Arguments: type &key loud msg default environment

Returns the normalized form of type, which should be a type specifier. If environment is provided, then it is consulted for possible type information.

Types are normalized by attempting to find the simplest type specification which fully describes all types of similar specification. Sometimes this means that the normalization is itself simpler, but sometimes it results in a slightly larger specification. So, for example, when type is given fixnum, it returns the same thing that evaluating `(integer ,most-negative-fixnum ,most-positive-fixnum) would return. Another example is a combination of (or fixnum bignum). When given that form as an argument, normalize-type returns (integer * *), because fixnums and bignums are an exhaustive subset of the type integer.

Arrays are normalized into their (<array> <etype> <dim>) form, where <array> might be array, simple-array, or excl:short-simple-array, and <etype> is the upgraded array element-type, and <dim> forms the dimensions specifications. If the rank of the array type is unknown, * will be used, otherwise a parenthesized form is always given, with * used in individual dimensions that are unkown.

Thus, (normalize-type '(vector float)) returns the type (array (float * *) (*)) and (normalize-type '(simple-bit-vector 10)) returns (simple-array (integer 0 1) (10)).

If the type argument does not represent a type at the time of the call, the actions of normalize-type are thus:

If the type argument is a malformed or impossible type, then loud is called (as described above) if specified and the result is returned, and if loud is not specified, nil is returned.

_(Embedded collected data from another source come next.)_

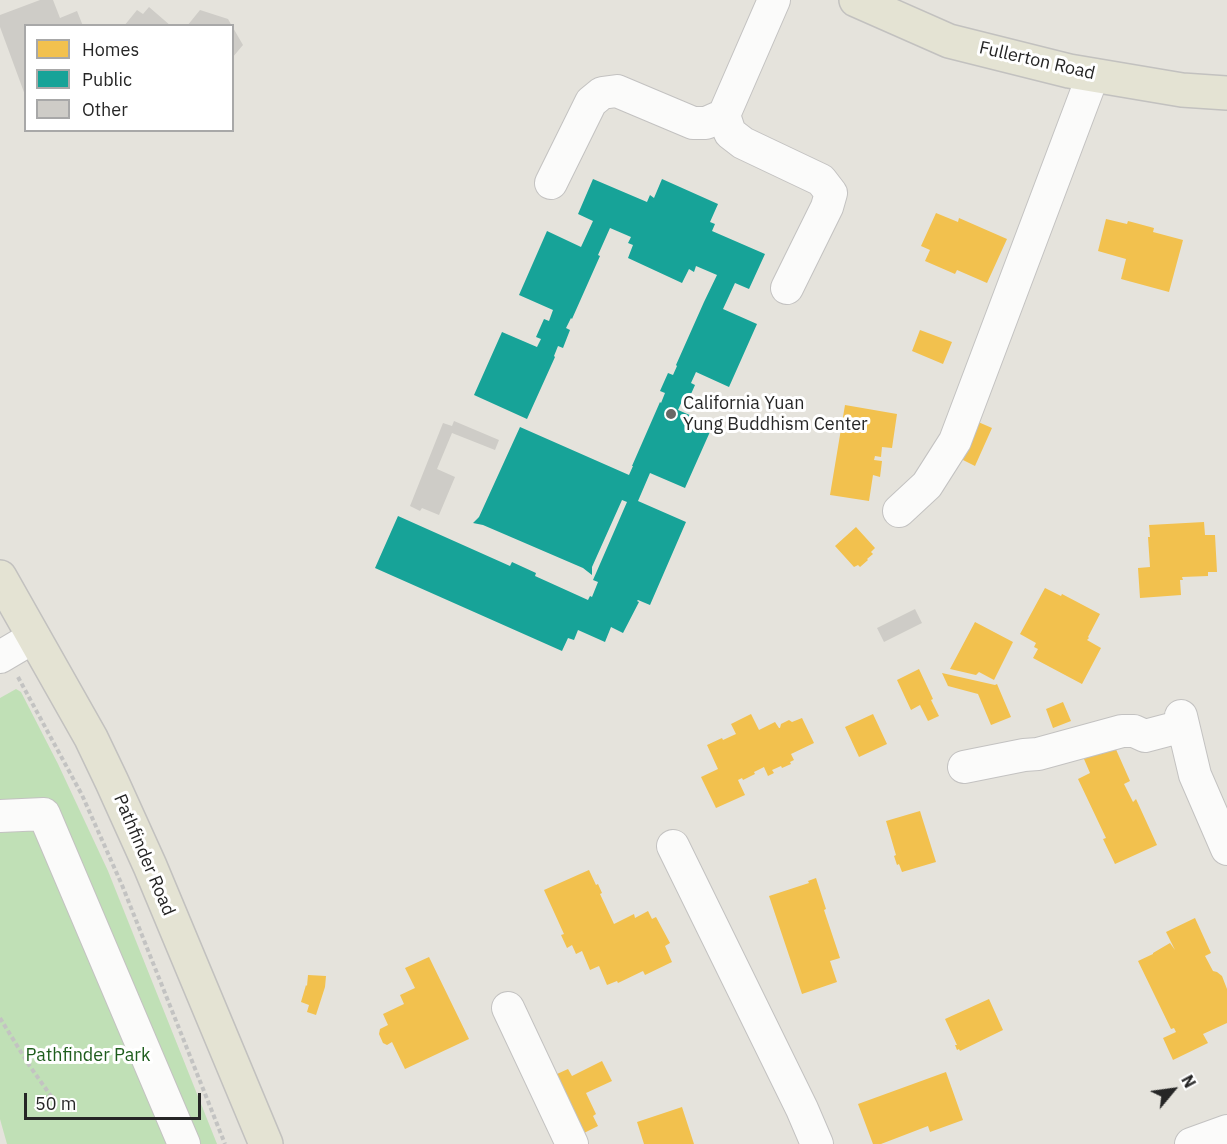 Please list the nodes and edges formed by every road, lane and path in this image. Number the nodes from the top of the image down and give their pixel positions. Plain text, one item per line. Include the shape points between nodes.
1 (774, 0) edge
2 (856, 0) edge
3 (1093, 75) junction
4 (1227, 93) edge
5 (724, 115) junction
6 (551, 183) dead end
7 (787, 288) dead end
8 (899, 511) dead end
9 (0, 577) edge
10 (34, 638) junction
11 (3, 655) edge
12 (964, 767) dead end
13 (0, 816) edge
14 (674, 846) dead end
15 (1227, 849) edge
16 (508, 1008) dead end
17 (0, 1018) edge
18 (58, 1106) dead end
19 (1227, 1131) edge
20 (184, 1144) edge
21 (225, 1144) edge
22 (266, 1144) edge
23 (572, 1144) edge
24 (818, 1144) edge
25 (1191, 1144) edge

1 - 5 street
2 - 3 main road, Fullerton Road via 949,41
3 - 4 main road, Fullerton Road via 1182,90
3 - 8 street via 955,441 927,485
5 - 6 street via 706,123 693,123 617,91 603,93 591,102
5 - 7 street via 729,133 821,180 831,193
9 - 10 main road, Pathfinder Road
10 - 11 street
10 - 22 main road, Pathfinder Road via 112,782
11 - 21 path via 32,700 82,795
12 - 15 street via 1038,754 1122,731 1146,736 1182,721 1195,775
13 - 20 street via 44,814
14 - 24 street
16 - 23 street
17 - 18 path
19 - 25 street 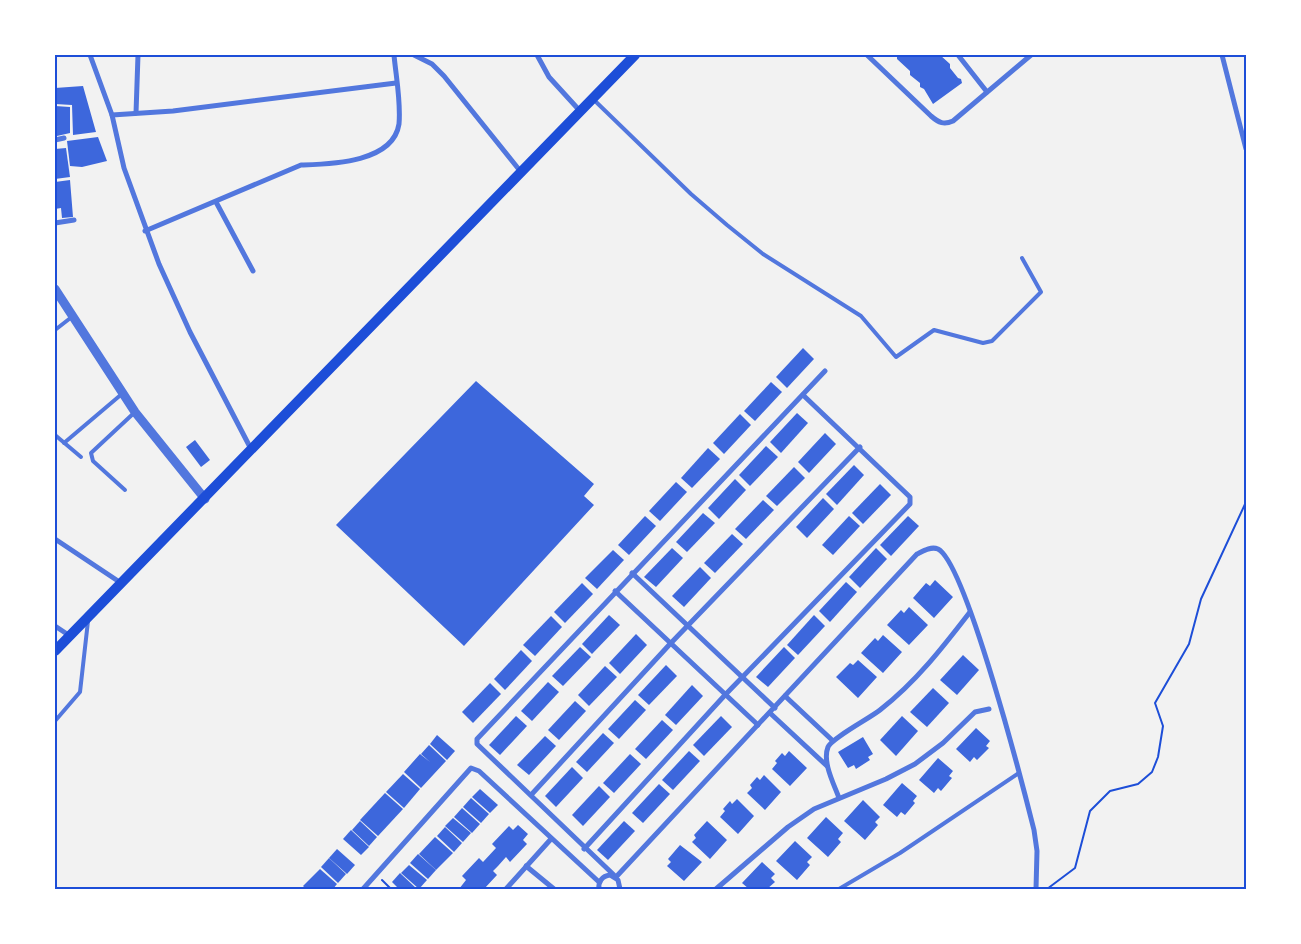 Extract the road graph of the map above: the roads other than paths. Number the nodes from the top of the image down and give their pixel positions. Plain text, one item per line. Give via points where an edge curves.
1 (90, 55) edge
2 (138, 55) edge
3 (394, 55) edge
4 (414, 55) edge
5 (537, 55) edge
6 (635, 55) edge
7 (867, 55) edge
8 (958, 55) edge
9 (1031, 55) edge
10 (1222, 55) edge
11 (1024, 57) edge
12 (396, 83) junction
13 (987, 92) junction
14 (593, 99) junction
15 (580, 111) junction
16 (136, 113) junction
17 (112, 115) junction
18 (64, 138) dead end
19 (55, 140) edge
20 (1244, 140) edge
21 (1246, 149) edge
22 (522, 173) junction
23 (216, 202) junction
24 (74, 220) dead end
25 (55, 223) edge
26 (146, 231) junction
27 (1022, 258) dead end
28 (252, 271) dead end
29 (55, 289) edge
30 (73, 316) junction
31 (55, 330) edge
32 (825, 371) dead end
33 (123, 393) junction
34 (803, 395) junction
35 (135, 412) junction
36 (56, 437) edge
37 (64, 443) junction
38 (860, 447) junction
39 (251, 449) junction
40 (80, 457) dead end
41 (125, 490) dead end
42 (205, 498) junction
43 (55, 539) edge
44 (632, 574) junction
45 (121, 583) junction
46 (615, 591) junction
47 (970, 612) junction
48 (89, 617) junction
49 (55, 626) edge
50 (687, 626) junction
51 (70, 636) junction
52 (670, 644) junction
53 (55, 651) edge
54 (742, 678) junction
55 (725, 695) junction
56 (785, 696) junction
57 (775, 708) junction
58 (989, 709) dead end
59 (770, 713) junction
60 (55, 721) edge
61 (758, 726) junction
62 (832, 740) junction
63 (828, 766) junction
64 (1018, 773) junction
65 (531, 795) junction
66 (839, 798) junction
67 (551, 839) junction
68 (584, 849) junction
69 (526, 866) junction
70 (616, 878) junction
71 (599, 882) junction
72 (363, 889) edge
73 (506, 889) edge
74 (554, 889) edge
75 (599, 889) edge
76 (620, 889) edge
77 (716, 889) edge
78 (839, 889) edge
79 (1036, 889) edge

1 - 17 street
2 - 16 street
3 - 12 street
4 - 22 street via 432,64 444,76
5 - 15 street via 549,77
6 - 14 main road
7 - 13 street via 938,122 953,121
8 - 13 street
9 - 11 street
10 - 20 street
11 - 13 street
12 - 16 street
12 - 23 street via 399,105 397,131 393,139 376,153 327,166 301,165
14 - 15 main road
14 - 27 lane via 727,225 763,254 861,316 896,357 934,330 983,343 992,341 1041,292
15 - 22 main road
16 - 17 street
17 - 26 street via 124,168
18 - 19 street
20 - 21 street
22 - 39 main road
23 - 26 street
23 - 28 street
24 - 25 street
26 - 39 street via 190,332
29 - 30 street
30 - 31 lane
30 - 33 street
32 - 34 street
33 - 35 street
33 - 37 lane
34 - 38 street
34 - 44 street
35 - 41 lane via 91,453 93,461
35 - 42 street
36 - 37 lane
37 - 40 lane
38 - 50 street
38 - 54 street via 910,497 910,504
39 - 42 main road
42 - 45 main road
43 - 45 street
44 - 46 street
44 - 50 street
45 - 48 main road
46 - 52 street
46 - 65 street via 478,739 477,744
47 - 56 street via 945,555 932,548 917,554
47 - 62 street via 934,658 892,701
47 - 64 street via 1000,703
48 - 51 main road
48 - 60 lane via 80,692
49 - 51 street
50 - 52 street
50 - 54 street
51 - 53 main road
52 - 55 street
52 - 65 street
54 - 55 street
54 - 57 street
55 - 61 street
55 - 68 street
56 - 57 street
56 - 62 street
57 - 59 street
58 - 66 street via 974,712 943,743 915,764
59 - 61 street
59 - 63 street
61 - 70 street
62 - 63 street via 827,753
63 - 66 street
64 - 78 lane
64 - 79 street via 1037,851
65 - 68 street
66 - 77 street via 814,809 788,827
67 - 69 street
67 - 71 street
67 - 72 street via 479,771 471,768
68 - 70 street
69 - 73 street
69 - 74 street
70 - 71 street via 607,876
70 - 76 street
71 - 75 street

The msg argument is used only as the first argument to the function which is the value of loud.

Type specifications returned by normalize-type should be considered immutable, and thus should not be destructively modified.


We make a distinction above between a `malformed or impossible' type, where nil is returned (absent values specified for default and/or loud) and a value for type that `does not represent a type at the time of the call'. The following examples should make this distinction clear.

;;  Consider the following type specifications and assume they are
;;  passed as the TYPE argument:


;;  If foo hasn't been defined yet, it is an invalid type (though it
;;  might become valid at some other time).  NORMALIZE-TYPE returns T, 
;;  or calls the LOUD function.

'(array foo)

;;  If foo isn't defined, then it is not known whether it will eventually
;;  represent a T or some specialized element-type - in this case
;;  NORMALIZE-TYPE recursively calls itself with a default of '*.  Back
;;  at the other call, if LOUD is specified, it is called, otherwise
;;  (ARRAY * *) is returned.

'(array foo bar bas)

;;  This can never be a type, because it is malformed.  Either LOUD is
;;  called or NIL is returned.

'(and fixnum bignum)

;; This one might seem like an impossible type, but it is not.
;; Since there are no values that are both a fixnum and a bignum, 
;; the result type is NIL, which means the empty type, and 
;; LOUD is never called even if specified.

'(mod -2)

;; This is an impossible type The MOD value must be positive).
;; Either LOUD is called, or NIL is returned.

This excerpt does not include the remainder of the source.